Critique
"L'Afrique, champ du meilleur et du pire, est l'héroïne de ce thriller qui dénonce ""Big Pharma"", autrement dit le monde des multinationales pharmaceutiques. Car lorsque des sommes d'argent colossales sont en jeu, bien des tentations sont éveillées et les bons sentiments n'ont parfois plus que l'épiderme pour épaisseur.
Sur un excellent scénario tiré d'un roman de John Le Carré, La Constance du jardinier, Fernando Meirelles, qui en 2002 tourna LA CITE DE DIEU, livre un long métrage nerveux et haletant sur fond d'Afrique utilisée comme cobaye par un groupe pharmaceutique international.
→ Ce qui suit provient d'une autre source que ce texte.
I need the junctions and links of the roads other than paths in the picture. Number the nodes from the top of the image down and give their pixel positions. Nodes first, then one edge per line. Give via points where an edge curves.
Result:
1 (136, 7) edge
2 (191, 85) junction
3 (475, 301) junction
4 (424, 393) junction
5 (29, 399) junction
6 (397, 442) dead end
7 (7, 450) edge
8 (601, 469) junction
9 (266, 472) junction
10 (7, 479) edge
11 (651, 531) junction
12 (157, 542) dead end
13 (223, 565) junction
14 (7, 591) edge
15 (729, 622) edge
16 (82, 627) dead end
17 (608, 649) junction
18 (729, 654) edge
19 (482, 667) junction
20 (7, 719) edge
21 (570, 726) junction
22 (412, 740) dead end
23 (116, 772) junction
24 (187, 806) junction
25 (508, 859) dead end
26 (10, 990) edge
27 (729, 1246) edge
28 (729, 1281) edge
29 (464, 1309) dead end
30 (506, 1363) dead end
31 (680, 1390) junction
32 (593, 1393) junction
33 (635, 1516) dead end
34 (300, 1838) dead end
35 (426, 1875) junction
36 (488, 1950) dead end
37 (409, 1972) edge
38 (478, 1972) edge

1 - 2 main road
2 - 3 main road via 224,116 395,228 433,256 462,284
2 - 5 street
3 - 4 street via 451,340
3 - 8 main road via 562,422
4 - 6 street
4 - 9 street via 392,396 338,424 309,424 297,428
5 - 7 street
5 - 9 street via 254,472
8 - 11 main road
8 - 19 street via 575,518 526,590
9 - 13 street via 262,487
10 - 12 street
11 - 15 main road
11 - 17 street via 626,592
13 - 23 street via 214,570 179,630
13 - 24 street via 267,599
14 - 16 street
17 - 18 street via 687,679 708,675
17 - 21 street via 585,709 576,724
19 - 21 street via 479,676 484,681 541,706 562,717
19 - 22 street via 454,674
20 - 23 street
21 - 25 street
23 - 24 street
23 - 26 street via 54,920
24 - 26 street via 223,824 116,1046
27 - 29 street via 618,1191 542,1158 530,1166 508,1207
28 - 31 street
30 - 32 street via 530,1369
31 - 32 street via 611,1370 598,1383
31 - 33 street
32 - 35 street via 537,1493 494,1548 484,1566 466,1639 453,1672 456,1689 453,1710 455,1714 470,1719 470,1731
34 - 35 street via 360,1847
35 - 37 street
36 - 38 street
Tout commence par la découverte du corps de Tessa Quayle, épouse d'un diplomate, sauvagement assassinée en compagnie d'un médecin africain. Tout porte à croire qu'il s'agit là d'un crime passionnel. Mais l'époux silencieux, épris de son jardin, en doute. Et contre toute attente, il refuse les suppositions qui semblent arranger tout le monde, pour préférer l'établissement de certitudes même si leur quête tend à mettre en danger sa propre existence.
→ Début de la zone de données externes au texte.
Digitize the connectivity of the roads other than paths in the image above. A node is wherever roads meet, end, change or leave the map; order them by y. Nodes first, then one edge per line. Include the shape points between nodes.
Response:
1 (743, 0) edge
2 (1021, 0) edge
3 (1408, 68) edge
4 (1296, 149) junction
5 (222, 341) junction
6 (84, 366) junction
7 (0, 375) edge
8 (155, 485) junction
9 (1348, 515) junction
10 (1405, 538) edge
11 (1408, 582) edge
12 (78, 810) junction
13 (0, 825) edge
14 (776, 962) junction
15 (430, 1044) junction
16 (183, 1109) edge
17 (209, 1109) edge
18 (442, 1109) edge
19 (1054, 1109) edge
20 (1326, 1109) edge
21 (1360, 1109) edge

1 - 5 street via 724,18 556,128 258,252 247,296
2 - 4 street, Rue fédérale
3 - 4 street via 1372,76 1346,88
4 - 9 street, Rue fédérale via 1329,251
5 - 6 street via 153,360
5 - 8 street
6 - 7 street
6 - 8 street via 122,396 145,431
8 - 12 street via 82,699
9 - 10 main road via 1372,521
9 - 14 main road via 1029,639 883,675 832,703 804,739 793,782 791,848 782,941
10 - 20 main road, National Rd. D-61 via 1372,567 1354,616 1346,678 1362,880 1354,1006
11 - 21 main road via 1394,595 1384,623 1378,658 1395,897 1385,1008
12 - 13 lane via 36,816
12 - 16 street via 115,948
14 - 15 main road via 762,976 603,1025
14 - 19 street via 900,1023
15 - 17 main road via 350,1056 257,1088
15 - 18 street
Bien décidé à y voir clair, le diplomate délaisse peu à peu ses chères plantes vertes (d'où le titre énigmatique) pour se plonger dans les papiers de sa femme avocate, grâce auxquels il prend peu à peu conscience des énormes enjeux financiers que représentent certaines campagnes de santé dans la région nord du Kenya. Et si ce n'était point la passion, mais les intérêts économiques qui avaient dicté le crime? Alors Justin Quayle risquerait fort de se retrouver bien seul, au moment même où un piège pourrait se refermer sur lui comme auparavant sur sa femme. Ainsi, cet homme distant et discret, aveugle ou tout du moins jusqu'ici peu attentif aux souffrances africaines, est-il conduit à ouvrir les yeux sur la détresse sanitaire locale et à grandir jusqu'à se révéler aussi sensible que sa compagne disparue.
Tourné au Kenya et au Soudan, ce film a su éviter les prises de vue touristiques pour préférer faire ""sentir"" l'Afrique avec sa lumière très particulière, ses bruits et. ses odeurs: le marché aux légumes de Kiambu, Nairobi et son bidonville Kibera, sa maternité du quartier le plus pauvre, sa morgue, son cimetière, mais aussi les collines de la Rift Valley, d'une très grande beauté, ou le lac Magadi avec ses flamants roses.
Bénéficiant du soutien du Programme alimentaire mondial de l'ONU, le réalisateur montre bien les fragilités, voire les ambiguïtés de l'aide internationale. Quant à Ralph Fiennes, il incarne avec conviction ce personnage transparent qui accède peu à peu à lui-même, qui en vient à oser quitter sa réserve de diplomate pour ""terminer ce que son épouse a commencé"". Un happy end satisferait peut-être le spectateur et ferait de ce film un spectacle. Heureusement, il n'en est rien: en finale, l'argent n'a toujours pas d'odeur et pourtant elle monte au nez. Au point qu'aujourd'hui l'Afrique sur fond d'épidémie du sida excite bien des convoitises et s'offre comme un gigantesque laboratoire, tant elle représente un marché redoutable sous la plus belle des couvertures, celle qui consiste à promouvoir la santé."